> **PROBLEM DETAILS**
Locate the string "roads" throughout the material and copy every line in which it occurs.

> **TASK DATA**
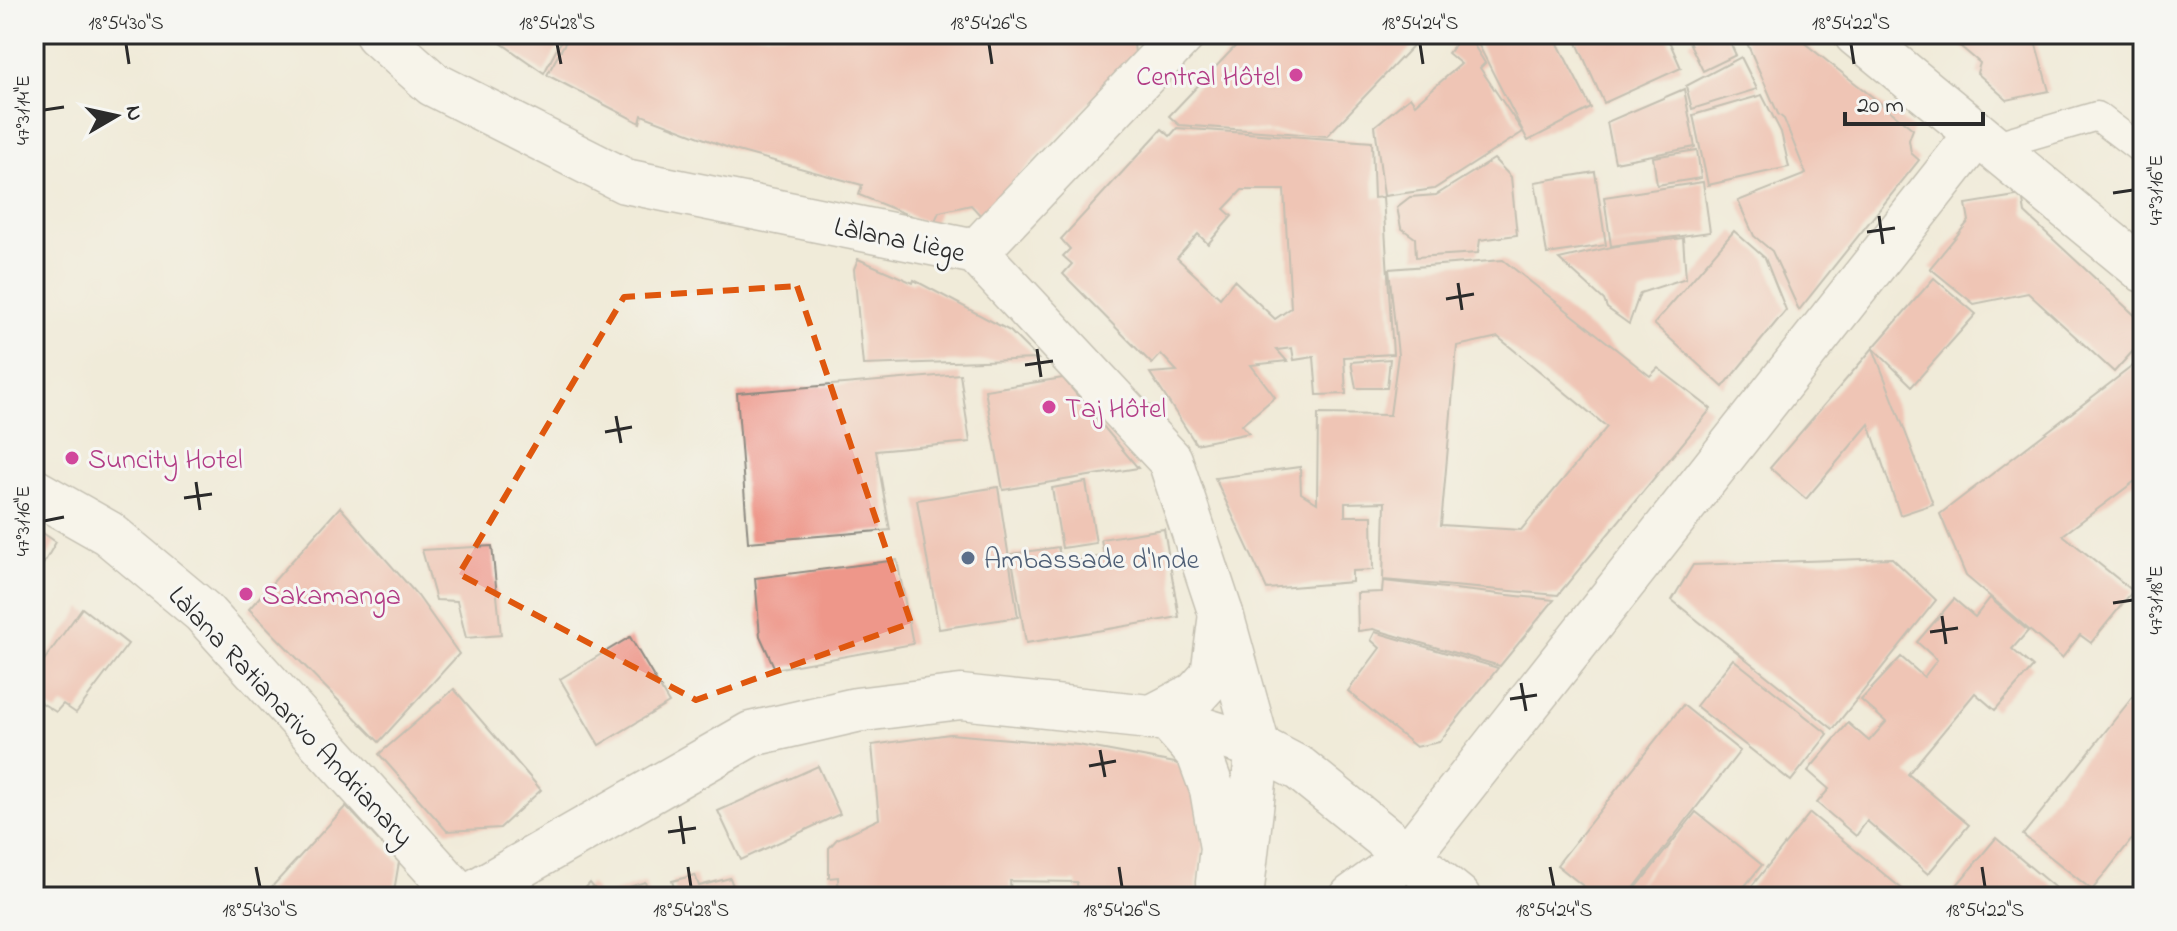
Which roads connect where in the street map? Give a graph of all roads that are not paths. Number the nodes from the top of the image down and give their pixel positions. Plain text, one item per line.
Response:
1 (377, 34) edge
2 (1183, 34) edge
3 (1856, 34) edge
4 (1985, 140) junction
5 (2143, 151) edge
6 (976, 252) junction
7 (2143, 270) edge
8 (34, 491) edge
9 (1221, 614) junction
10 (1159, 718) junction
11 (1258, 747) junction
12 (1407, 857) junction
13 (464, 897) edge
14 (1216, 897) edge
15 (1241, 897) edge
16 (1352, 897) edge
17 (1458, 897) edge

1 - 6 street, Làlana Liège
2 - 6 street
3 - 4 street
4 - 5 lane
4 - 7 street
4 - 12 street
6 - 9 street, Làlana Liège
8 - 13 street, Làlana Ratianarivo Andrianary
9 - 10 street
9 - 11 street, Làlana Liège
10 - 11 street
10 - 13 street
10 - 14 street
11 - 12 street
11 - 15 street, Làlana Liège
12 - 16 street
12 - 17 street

* * *

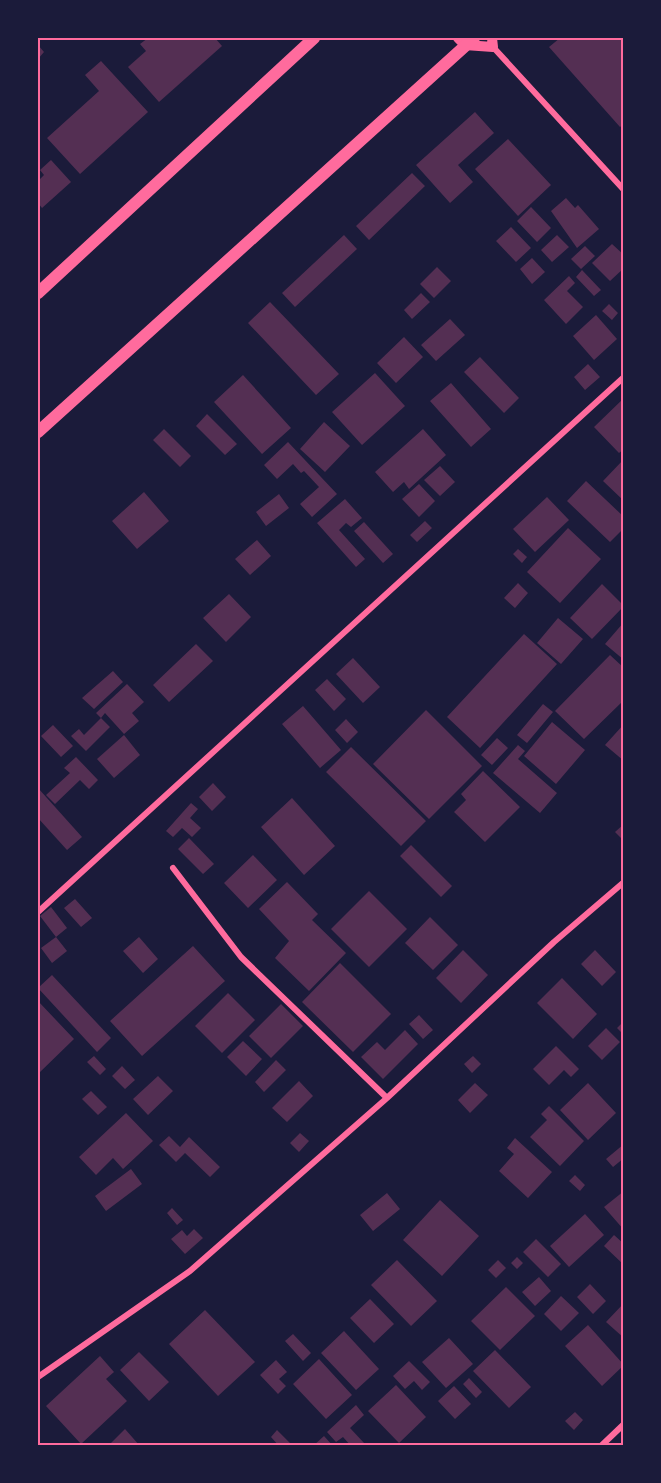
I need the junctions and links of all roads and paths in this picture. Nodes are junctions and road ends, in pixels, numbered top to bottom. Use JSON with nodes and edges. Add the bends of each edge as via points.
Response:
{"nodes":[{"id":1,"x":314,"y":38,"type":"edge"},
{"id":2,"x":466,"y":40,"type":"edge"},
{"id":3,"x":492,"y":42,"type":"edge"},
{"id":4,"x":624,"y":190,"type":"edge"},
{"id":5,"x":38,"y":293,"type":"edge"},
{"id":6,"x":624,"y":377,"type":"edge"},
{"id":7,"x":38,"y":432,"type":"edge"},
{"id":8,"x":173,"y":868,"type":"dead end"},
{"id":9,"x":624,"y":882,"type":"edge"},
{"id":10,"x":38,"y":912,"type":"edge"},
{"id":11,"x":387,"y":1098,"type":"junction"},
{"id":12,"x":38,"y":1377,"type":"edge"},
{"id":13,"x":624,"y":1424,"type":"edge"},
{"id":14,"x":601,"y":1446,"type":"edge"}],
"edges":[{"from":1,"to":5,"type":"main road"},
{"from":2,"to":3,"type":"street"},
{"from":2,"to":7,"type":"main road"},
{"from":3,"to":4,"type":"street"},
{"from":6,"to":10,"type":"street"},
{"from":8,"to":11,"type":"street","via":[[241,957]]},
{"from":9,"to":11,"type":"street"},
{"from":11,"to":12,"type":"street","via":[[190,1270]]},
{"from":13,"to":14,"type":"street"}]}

> **ANSWER BOX**
Which roads connect where in the street map? Give a graph of all roads that are not paths. Number the nodes from the top of the image down and give their pixel positions. Plain text, one item per line.
I need the junctions and links of all roads and paths in this picture. Nodes are junctions and road ends, in pixels, numbered top to bottom. Use JSON with nodes and edges. Add the bends of each edge as via points.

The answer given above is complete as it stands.